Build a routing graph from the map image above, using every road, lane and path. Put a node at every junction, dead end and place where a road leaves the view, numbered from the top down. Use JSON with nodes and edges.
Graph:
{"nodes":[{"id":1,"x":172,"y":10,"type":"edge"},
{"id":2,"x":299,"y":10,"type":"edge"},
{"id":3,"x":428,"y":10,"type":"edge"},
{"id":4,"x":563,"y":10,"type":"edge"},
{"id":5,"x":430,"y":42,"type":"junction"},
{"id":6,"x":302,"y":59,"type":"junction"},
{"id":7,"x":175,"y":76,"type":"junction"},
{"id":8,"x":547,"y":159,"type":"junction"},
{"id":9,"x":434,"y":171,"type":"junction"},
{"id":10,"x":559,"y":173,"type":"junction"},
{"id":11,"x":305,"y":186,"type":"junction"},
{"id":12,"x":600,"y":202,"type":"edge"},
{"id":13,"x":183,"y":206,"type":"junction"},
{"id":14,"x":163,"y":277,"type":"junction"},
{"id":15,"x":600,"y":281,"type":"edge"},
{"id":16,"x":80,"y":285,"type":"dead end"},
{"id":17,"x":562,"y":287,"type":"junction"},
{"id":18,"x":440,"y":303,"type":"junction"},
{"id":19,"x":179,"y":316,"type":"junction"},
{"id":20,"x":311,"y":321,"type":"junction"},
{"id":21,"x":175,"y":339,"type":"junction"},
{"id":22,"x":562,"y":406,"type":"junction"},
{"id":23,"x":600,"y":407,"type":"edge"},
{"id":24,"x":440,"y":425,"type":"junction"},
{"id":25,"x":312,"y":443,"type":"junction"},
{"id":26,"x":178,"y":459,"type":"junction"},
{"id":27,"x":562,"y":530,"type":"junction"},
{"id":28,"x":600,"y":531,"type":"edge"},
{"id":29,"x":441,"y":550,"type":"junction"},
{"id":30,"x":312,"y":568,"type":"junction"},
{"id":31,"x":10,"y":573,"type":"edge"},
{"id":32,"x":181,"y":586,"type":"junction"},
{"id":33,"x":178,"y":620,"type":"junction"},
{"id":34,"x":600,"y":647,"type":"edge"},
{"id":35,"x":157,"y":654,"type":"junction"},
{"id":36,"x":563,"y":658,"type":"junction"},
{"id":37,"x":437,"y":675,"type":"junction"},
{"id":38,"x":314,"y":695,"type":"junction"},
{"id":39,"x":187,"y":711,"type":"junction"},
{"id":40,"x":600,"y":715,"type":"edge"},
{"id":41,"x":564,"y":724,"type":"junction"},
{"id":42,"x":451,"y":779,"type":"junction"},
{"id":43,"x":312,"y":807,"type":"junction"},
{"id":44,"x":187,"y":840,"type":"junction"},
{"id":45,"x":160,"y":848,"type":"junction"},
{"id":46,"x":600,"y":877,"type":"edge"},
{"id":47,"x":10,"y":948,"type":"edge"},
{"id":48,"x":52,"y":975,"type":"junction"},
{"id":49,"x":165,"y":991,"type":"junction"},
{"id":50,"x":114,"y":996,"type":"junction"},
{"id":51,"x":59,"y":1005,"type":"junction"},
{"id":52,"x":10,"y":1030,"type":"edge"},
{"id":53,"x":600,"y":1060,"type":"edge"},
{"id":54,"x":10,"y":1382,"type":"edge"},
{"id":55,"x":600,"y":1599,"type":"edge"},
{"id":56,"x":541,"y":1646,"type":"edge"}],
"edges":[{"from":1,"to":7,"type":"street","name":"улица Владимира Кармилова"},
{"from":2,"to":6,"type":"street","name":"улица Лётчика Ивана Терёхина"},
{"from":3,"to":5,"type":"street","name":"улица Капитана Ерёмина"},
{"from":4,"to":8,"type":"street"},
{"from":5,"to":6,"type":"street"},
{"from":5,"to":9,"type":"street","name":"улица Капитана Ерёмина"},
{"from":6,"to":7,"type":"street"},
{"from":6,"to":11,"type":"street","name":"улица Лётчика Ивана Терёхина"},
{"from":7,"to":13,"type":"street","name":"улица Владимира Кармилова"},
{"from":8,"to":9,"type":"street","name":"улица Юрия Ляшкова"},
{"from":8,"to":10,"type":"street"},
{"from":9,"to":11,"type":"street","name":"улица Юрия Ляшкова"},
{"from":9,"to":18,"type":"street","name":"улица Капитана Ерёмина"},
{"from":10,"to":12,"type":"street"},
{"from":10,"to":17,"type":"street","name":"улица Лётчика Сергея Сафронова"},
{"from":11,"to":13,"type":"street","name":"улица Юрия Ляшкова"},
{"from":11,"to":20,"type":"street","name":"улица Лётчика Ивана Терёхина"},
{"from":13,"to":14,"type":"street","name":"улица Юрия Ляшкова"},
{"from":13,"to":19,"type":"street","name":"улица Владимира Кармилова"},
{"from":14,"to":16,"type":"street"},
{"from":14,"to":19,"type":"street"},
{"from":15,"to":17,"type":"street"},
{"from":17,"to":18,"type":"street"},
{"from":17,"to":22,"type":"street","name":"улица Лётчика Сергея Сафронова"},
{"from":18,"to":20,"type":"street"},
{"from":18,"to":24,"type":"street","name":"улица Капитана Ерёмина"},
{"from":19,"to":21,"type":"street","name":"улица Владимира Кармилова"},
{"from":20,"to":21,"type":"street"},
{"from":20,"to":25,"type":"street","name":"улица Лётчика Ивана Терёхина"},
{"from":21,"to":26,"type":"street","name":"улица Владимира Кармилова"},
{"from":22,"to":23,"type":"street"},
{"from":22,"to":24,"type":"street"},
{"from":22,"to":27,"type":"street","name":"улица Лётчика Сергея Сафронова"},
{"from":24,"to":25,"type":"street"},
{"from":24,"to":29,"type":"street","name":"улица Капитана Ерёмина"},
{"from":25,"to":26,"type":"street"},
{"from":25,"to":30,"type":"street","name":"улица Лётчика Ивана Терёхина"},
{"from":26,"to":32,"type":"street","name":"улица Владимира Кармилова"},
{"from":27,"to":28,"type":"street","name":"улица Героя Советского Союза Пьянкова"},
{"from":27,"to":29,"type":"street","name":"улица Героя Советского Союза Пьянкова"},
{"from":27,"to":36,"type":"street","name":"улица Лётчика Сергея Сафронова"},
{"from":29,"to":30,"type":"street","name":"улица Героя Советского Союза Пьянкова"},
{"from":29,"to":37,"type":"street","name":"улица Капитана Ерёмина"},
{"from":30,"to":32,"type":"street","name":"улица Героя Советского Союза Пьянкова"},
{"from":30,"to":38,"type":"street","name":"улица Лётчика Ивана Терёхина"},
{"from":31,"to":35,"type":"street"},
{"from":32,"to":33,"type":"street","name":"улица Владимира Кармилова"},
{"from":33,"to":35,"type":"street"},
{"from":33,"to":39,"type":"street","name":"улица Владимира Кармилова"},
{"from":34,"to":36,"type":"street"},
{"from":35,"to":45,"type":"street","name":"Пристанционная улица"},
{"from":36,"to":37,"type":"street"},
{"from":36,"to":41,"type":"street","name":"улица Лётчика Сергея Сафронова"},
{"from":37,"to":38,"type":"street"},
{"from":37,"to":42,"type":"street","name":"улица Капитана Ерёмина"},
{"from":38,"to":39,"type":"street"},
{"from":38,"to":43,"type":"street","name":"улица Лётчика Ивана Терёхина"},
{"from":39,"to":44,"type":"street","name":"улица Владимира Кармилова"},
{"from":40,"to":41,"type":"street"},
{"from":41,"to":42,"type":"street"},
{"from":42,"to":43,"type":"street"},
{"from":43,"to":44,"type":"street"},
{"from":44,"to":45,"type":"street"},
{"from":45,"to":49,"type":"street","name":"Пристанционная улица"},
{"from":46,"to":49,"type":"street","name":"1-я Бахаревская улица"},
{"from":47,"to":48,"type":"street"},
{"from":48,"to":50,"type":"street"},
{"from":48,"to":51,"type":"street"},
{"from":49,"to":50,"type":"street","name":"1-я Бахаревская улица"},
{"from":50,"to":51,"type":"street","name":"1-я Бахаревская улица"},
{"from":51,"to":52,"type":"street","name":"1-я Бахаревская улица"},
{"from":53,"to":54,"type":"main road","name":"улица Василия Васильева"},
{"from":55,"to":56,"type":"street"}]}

» **WORK TO BE COMPLETED**
All that is needed is how many lines of the data contain "edges", stated as a number.

» **EXERCISE OUTPUT**
2